As many as 2,000 hourly workers at Tucson-based copper producer Asarco LLC are headed to the picket lines Sunday night at five Asarco mining operations in Arizona and Texas.
Members of the United Steelworkers and seven other unions representing Asarco workers voted overwhelmingly to go on strike during meetings last week, the Steelworkers said Friday.
After giving the company the required 48 hours’ strike notice, picketing will begin simultaneously at Asarco’s Arizona properties at 11 p.m. on Sunday, Oct. 13, and early Monday at its Amarillo, Texas, facility, the Steelworkers said.
In Arizona, Asarco operates the Mission Mine in Sahuarita, the Silver Bell Mine in Marana and the Ray Mine and Hayden smelter in Central Arizona.
The Asarco production and maintenance workers have been working without a new contract since their last contract expired in November 2018.

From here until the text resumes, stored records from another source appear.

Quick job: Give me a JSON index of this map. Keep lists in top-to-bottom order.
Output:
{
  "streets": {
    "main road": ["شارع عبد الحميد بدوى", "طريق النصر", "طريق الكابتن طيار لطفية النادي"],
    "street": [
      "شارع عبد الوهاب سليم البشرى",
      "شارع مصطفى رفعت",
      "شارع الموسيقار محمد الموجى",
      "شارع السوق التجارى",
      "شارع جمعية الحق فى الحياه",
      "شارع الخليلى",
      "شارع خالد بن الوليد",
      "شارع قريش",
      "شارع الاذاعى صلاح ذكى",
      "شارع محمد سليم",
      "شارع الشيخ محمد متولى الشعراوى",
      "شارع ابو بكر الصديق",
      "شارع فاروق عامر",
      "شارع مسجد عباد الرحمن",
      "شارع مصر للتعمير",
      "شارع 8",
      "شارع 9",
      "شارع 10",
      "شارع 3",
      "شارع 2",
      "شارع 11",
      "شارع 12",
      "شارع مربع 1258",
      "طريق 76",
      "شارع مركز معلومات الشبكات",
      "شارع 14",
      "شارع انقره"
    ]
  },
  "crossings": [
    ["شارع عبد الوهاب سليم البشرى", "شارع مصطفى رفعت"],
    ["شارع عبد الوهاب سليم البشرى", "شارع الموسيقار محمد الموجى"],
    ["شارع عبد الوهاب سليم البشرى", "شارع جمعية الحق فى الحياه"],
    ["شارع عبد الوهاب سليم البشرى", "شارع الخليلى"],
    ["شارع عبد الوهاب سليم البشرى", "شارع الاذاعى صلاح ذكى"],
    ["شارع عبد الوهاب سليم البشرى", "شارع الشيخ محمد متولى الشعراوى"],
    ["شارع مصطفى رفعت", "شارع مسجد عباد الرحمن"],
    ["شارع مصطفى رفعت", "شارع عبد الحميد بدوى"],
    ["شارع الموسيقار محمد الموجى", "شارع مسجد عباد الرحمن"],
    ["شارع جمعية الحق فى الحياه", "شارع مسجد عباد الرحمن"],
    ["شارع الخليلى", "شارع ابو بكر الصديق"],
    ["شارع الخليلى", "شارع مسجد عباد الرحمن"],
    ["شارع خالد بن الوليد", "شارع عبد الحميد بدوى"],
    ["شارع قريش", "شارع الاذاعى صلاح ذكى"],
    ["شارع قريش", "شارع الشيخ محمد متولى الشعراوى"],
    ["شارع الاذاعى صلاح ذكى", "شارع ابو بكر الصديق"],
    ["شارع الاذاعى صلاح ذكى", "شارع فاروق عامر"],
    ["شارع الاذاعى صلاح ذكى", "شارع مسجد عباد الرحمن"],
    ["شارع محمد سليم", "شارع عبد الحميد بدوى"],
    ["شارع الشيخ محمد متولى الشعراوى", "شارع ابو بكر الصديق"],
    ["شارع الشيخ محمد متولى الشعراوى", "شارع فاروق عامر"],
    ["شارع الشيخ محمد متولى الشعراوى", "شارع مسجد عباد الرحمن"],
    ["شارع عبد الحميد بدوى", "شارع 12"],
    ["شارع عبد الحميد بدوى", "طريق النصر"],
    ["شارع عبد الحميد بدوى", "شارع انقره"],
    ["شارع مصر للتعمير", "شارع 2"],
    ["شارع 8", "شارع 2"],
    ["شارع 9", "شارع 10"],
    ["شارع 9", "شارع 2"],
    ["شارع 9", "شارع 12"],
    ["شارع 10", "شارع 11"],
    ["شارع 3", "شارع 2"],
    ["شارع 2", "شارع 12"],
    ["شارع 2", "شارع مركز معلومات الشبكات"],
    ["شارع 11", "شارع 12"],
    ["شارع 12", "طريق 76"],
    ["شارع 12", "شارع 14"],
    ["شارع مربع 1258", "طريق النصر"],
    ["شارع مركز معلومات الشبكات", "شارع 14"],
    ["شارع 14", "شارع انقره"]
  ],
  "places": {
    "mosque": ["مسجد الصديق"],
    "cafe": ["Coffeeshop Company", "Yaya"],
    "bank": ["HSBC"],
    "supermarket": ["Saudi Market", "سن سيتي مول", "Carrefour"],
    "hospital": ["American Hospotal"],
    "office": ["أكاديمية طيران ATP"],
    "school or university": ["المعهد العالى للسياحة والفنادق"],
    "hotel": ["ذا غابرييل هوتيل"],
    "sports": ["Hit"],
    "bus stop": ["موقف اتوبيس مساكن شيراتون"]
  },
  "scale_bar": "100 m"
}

Steelworkers District 12 Director Robert LaVenture said Asarco’s final, four-year contract proposal “insulted union members at all of the facilities” by including no wage increase for nearly two-thirds of workers, freezing the existing pension plan, and more than doubling the out-of-pocket contribution individual workers now pay for health care.
“Working 12-hour shifts in an open-pit mine, smelter or refinery is difficult and dangerous, and Asarco employees have not had a wage increase in 10 years,” LaVenture said. “These workers deserve a contract that reflects their contributions.”
LaVenture said that the union is willing to resume bargaining and ready to meet as long as necessary to negotiate a fair contract.
Asarco officials did not respond to requests for comment.
The company filed for bankruptcy protection in 2005, amid its last strike and more than $1 billion of asbestos and environmental claims.
Grupo Mexico, which had acquired Asarco in 1999, regained control of the company in 2009 after outbidding a rival for its assets in federal bankruptcy court.
While Asarco was in bankruptcy, the unions won a collective bargaining agreement in 2007 that included wage increases and a bonus based on the price of copper, but pension coverage for new hires was dropped in a contract extension and modification that took effect in mid-2011.
After the agreement expired in 2013, the unions worked without a contract before agreeing to a 14-month contract in September 2017.
As part of the 2011 contract extension, Asarco stopped paying the quarterly copper-price bonus to new hires not eligible for the pension plan, but an arbitrator ruled in 2014 the company must pay the disputed bonuses.
After a long battle in federal court, the 9th Circuit Court of Appeals in January upheld lower-court rulings that Asarco must pay the bonuses, including back payments totaling more than $10 million.
In early October the U.S. Supreme Court declined to review the case, requiring Asarco to pay the bonuses.